Work task ::
After locating the line with "ring mcp: (266, 197)" in the entries below, output it and each following line up to and including the line with "ring pip: (691, 1035)", exactly and without pictures.

Skeletal landmark data

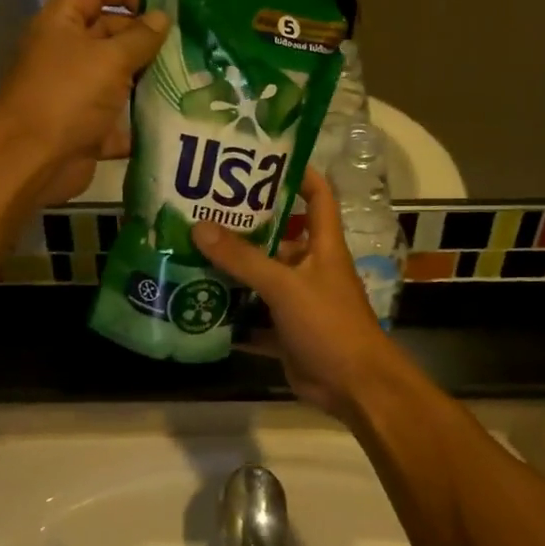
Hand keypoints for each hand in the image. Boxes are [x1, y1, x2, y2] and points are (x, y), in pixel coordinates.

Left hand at [0, 0, 168, 206]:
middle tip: (186, 46)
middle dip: (145, 38)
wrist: (32, 161)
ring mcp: (77, 92)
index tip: (161, 4)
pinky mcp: (87, 127)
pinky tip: (175, 119)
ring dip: (149, 80)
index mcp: (62, 23)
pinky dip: (142, 121)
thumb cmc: (68, 97)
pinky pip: (120, 119)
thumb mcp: (109, 59)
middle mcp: (67, 53)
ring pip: (118, 77)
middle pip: (110, 32)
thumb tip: (162, 17)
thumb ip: (140, 37)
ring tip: (189, 79)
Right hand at [193, 168, 402, 419]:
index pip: (317, 195)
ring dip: (233, 270)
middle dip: (245, 225)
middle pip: (279, 236)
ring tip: (191, 251)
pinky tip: (198, 303)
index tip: (262, 159)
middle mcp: (311, 266)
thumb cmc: (329, 323)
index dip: (298, 173)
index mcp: (322, 245)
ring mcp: (298, 300)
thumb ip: (243, 259)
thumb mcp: (285, 286)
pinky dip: (232, 313)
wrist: (353, 386)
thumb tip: (200, 227)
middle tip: (203, 208)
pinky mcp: (286, 331)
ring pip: (262, 277)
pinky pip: (254, 316)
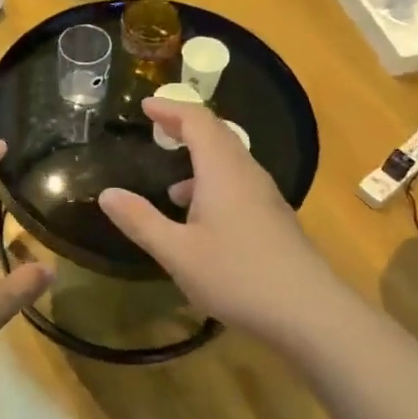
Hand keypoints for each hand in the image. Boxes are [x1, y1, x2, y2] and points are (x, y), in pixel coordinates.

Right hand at [97, 100, 340, 346]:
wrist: (310, 313)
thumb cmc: (237, 276)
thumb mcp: (177, 252)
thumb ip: (140, 221)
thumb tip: (106, 194)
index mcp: (223, 171)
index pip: (197, 121)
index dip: (170, 109)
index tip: (145, 105)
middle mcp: (247, 174)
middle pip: (218, 134)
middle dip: (185, 127)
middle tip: (156, 127)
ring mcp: (266, 197)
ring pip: (231, 161)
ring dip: (200, 159)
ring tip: (170, 184)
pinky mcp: (275, 219)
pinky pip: (239, 184)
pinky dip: (214, 183)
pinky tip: (201, 220)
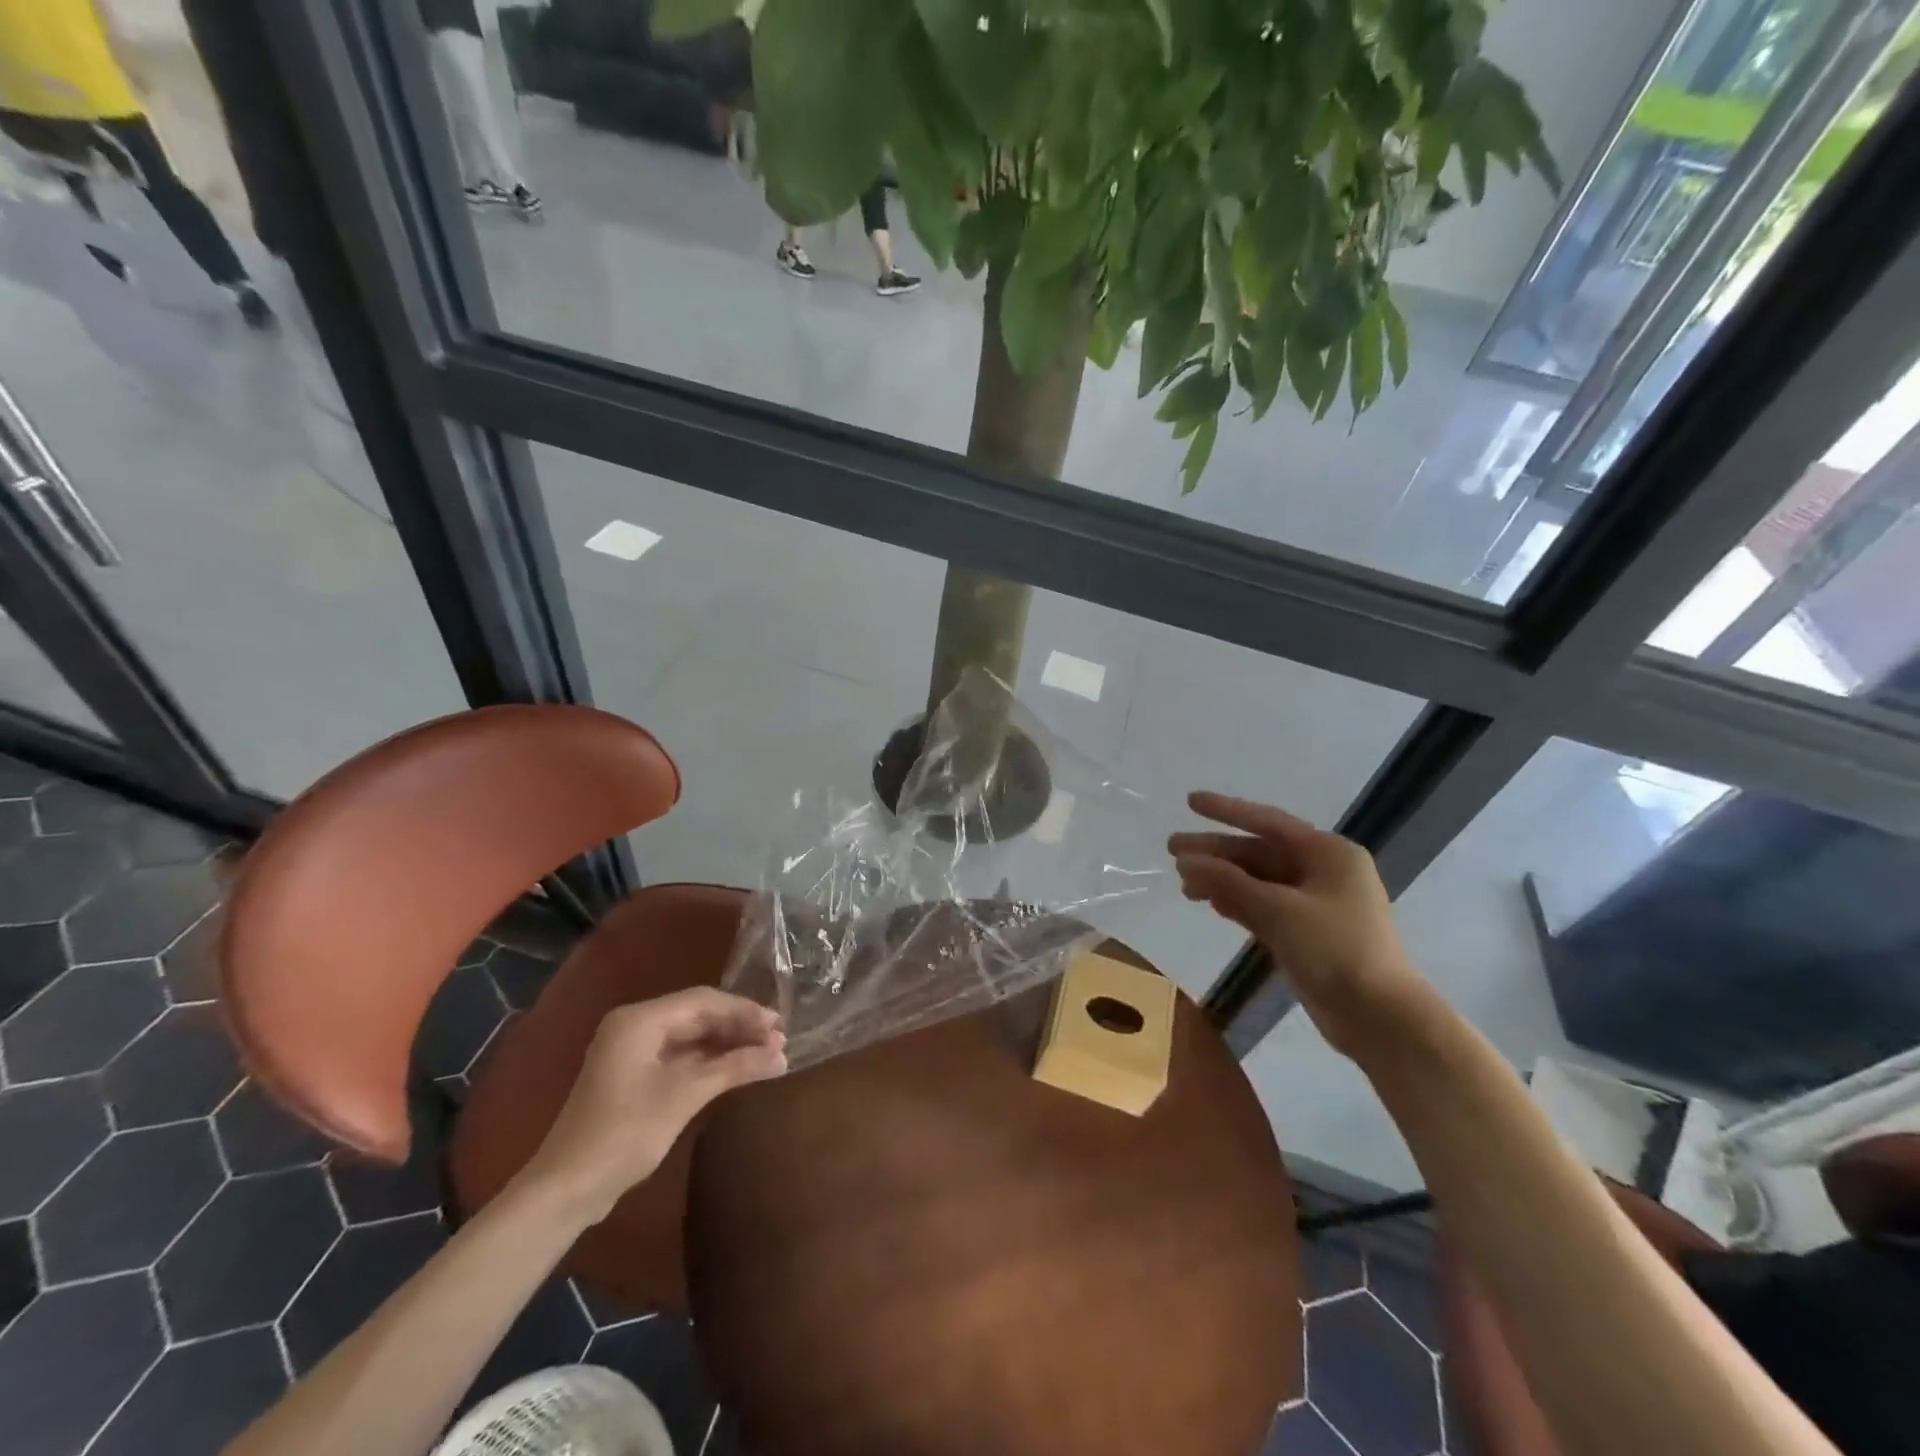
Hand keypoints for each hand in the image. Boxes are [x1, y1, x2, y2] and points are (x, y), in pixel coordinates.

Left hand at [518, 988, 786, 1222]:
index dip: (745, 1011)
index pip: (704, 1000)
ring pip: (691, 1035)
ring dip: (727, 1044)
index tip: (780, 1026)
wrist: (566, 1190)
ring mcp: (633, 1051)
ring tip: (766, 1053)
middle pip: (698, 1014)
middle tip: (779, 1040)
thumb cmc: (624, 1133)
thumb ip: (735, 1067)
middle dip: (739, 1026)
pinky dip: (709, 1061)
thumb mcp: (685, 1096)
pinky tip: (737, 1068)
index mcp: (640, 1019)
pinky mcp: (634, 1076)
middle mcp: (635, 1025)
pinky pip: (681, 1055)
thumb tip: (782, 1054)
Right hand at [1170, 791, 1433, 1058]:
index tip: (1190, 802)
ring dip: (1222, 880)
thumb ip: (1228, 882)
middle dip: (1216, 852)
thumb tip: (1186, 861)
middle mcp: (1323, 871)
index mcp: (1328, 853)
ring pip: (1258, 881)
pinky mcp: (1307, 933)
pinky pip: (1264, 906)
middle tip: (1172, 849)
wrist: (1380, 1018)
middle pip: (1258, 853)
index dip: (1226, 811)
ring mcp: (1315, 904)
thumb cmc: (1335, 950)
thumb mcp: (1278, 910)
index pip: (1268, 822)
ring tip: (1183, 885)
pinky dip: (1237, 903)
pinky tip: (1211, 904)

Response area ::
ring mcp: (266, 197)
ring pip: (231, 161)
ring dip: (200, 159)
ring tip: (170, 184)
pinky mcp: (275, 219)
pinky pip: (239, 184)
pinky dip: (214, 183)
pinky tip: (201, 220)
Hand keypoints for each hand in the image. Boxes are [x1, y1, x2, y2] and points are (x, y), in pixel coordinates.

Left hand at [518, 988, 786, 1222]:
index dip: (745, 1011)
index pip: (704, 1000)
ring pip: (691, 1035)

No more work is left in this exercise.